Scan the records for the string "dead", then copy each line that has it.

Information given section start

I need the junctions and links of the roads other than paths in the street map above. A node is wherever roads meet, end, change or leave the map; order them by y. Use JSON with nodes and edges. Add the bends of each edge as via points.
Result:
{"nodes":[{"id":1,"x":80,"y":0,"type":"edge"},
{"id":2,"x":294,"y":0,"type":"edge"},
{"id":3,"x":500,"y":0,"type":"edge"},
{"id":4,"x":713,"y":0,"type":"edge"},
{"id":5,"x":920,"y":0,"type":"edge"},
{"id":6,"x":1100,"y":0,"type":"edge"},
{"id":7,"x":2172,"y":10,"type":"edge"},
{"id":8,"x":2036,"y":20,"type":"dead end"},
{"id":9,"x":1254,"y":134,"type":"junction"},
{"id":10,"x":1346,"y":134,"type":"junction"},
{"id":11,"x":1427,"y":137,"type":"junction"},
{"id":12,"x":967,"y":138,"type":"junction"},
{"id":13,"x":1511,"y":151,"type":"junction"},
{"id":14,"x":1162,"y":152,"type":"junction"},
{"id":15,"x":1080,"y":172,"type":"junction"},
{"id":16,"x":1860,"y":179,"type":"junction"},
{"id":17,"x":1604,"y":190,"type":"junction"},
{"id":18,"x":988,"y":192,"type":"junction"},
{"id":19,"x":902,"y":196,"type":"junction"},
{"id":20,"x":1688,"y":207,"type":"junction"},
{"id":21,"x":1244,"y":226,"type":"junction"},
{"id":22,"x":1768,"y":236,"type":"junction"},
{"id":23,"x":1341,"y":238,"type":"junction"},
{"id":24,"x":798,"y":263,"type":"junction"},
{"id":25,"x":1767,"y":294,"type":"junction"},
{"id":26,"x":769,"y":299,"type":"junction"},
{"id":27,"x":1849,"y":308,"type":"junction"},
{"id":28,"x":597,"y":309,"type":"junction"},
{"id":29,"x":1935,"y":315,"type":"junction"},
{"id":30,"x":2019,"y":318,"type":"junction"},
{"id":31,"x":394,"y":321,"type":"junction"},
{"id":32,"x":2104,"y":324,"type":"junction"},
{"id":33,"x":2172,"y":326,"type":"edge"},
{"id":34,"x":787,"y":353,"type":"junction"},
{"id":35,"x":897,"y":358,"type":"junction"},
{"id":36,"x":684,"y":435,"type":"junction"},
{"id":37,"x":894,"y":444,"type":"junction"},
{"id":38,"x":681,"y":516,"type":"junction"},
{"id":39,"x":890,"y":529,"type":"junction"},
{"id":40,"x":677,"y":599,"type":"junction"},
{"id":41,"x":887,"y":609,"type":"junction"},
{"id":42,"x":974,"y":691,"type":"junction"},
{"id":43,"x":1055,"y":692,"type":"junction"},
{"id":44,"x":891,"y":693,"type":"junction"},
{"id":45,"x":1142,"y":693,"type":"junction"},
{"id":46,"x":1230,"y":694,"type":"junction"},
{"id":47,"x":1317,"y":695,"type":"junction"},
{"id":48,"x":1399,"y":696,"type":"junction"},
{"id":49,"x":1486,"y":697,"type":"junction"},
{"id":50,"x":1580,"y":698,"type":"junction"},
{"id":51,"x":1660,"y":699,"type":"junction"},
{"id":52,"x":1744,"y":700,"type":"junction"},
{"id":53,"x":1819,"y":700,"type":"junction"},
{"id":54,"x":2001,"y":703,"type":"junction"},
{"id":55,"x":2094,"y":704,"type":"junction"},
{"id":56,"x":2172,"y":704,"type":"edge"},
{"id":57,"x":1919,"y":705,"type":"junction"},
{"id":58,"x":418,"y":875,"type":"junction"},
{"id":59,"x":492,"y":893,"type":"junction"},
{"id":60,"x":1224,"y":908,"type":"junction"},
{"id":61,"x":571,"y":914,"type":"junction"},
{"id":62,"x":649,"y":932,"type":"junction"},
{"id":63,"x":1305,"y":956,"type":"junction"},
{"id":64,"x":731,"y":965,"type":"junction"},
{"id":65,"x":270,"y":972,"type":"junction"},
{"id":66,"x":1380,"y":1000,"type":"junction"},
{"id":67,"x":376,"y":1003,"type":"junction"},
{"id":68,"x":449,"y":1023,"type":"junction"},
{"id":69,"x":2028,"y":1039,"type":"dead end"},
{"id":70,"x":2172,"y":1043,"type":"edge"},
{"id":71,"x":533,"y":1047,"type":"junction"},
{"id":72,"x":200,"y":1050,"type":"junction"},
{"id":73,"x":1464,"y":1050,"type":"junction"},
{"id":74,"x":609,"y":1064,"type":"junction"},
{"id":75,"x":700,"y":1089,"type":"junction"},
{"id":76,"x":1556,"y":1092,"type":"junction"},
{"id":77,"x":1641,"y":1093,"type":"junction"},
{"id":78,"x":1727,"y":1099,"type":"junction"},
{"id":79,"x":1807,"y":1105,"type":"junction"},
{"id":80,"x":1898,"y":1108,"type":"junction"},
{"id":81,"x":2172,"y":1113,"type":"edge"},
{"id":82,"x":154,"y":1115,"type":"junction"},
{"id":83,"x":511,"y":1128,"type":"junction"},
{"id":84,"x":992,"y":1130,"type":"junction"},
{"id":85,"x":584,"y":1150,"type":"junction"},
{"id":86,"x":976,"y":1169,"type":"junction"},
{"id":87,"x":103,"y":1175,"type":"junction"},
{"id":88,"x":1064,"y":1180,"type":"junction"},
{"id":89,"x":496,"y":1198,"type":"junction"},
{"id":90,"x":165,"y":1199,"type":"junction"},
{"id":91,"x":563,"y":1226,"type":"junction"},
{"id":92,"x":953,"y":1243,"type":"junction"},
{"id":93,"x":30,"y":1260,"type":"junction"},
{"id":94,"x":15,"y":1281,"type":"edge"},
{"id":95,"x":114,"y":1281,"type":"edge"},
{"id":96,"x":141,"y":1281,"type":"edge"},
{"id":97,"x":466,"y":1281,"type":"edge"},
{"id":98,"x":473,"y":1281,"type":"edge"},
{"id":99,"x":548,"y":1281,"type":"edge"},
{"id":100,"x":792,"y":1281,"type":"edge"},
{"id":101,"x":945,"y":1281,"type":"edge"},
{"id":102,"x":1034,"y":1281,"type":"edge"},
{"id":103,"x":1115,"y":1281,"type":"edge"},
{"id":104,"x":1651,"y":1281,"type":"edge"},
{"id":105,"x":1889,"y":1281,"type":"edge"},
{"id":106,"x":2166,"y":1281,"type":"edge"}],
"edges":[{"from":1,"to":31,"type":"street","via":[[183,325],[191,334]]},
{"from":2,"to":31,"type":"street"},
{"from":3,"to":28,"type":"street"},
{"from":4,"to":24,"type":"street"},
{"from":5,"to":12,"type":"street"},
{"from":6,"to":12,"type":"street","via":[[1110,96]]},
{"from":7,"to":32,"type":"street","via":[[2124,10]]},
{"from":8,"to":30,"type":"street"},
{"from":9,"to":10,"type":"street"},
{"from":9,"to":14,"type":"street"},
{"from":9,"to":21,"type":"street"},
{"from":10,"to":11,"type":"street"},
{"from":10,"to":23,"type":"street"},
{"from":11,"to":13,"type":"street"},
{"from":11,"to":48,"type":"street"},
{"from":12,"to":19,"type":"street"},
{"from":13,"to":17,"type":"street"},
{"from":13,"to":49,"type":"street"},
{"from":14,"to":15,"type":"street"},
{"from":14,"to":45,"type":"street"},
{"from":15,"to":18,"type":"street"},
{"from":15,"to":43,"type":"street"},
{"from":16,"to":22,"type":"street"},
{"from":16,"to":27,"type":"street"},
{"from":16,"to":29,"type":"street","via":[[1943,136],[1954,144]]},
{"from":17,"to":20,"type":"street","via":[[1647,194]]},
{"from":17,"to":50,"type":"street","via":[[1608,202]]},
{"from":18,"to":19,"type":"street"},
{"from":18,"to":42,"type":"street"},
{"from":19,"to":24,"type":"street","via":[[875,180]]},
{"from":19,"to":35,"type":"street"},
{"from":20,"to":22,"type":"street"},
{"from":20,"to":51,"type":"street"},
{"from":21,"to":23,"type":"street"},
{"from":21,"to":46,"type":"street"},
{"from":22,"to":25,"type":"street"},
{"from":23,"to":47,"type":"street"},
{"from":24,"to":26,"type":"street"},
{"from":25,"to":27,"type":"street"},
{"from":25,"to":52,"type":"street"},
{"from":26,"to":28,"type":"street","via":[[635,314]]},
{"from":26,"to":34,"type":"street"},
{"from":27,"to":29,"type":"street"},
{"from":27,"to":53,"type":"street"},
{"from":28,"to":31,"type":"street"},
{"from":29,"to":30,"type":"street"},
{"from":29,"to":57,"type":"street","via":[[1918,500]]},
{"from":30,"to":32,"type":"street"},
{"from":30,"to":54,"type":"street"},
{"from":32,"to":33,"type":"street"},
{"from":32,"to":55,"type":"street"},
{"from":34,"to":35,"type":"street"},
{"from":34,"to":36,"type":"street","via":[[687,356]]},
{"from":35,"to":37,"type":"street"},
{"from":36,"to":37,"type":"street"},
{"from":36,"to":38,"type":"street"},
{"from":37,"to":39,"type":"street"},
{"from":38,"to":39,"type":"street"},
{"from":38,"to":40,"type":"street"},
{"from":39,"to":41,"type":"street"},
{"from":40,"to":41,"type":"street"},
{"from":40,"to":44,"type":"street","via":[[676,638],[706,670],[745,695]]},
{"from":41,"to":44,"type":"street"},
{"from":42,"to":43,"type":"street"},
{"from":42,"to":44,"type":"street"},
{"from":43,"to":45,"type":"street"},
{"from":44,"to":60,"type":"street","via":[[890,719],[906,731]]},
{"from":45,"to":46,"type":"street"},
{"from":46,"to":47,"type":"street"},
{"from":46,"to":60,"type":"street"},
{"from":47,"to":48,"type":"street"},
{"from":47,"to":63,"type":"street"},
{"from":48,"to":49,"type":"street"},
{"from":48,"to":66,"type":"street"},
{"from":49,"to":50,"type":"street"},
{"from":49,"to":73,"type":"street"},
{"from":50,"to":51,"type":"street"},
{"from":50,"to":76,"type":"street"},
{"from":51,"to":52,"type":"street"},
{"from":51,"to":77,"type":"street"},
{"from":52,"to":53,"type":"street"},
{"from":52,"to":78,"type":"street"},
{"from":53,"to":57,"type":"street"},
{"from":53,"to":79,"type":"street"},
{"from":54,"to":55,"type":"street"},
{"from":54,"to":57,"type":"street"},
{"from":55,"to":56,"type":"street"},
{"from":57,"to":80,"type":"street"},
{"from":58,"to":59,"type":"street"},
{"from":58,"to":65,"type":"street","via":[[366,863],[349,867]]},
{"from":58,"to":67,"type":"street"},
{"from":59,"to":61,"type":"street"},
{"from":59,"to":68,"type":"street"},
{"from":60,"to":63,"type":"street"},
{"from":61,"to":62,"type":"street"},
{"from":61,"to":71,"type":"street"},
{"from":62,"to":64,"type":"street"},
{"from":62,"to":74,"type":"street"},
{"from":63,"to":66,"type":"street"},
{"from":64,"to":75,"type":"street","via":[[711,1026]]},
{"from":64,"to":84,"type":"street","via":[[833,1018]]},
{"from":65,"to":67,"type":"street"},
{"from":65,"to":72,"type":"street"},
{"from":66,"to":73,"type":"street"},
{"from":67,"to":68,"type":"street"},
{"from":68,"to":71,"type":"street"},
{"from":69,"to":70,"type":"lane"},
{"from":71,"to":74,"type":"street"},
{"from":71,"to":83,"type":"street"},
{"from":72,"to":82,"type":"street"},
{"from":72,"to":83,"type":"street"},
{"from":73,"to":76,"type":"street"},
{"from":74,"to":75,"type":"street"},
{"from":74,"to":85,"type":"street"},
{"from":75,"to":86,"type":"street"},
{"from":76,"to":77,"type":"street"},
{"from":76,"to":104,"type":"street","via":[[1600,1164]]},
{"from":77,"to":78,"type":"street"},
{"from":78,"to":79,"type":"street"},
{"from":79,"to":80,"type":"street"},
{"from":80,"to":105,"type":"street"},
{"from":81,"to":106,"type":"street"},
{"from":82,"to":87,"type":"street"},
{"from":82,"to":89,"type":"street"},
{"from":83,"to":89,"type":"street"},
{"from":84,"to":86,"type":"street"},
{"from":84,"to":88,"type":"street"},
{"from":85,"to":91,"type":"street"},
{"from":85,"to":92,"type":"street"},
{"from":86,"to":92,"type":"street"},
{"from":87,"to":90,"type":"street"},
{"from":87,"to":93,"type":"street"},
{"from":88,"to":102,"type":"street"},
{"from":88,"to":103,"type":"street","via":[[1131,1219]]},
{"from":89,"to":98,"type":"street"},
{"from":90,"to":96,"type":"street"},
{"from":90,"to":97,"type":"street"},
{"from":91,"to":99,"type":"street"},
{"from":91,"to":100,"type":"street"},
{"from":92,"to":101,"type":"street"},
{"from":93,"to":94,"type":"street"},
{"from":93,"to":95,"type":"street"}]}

Information given section end

* Final answer *
{"id":8,"x":2036,"y":20,"type":"dead end"},
{"id":69,"x":2028,"y":1039,"type":"dead end"},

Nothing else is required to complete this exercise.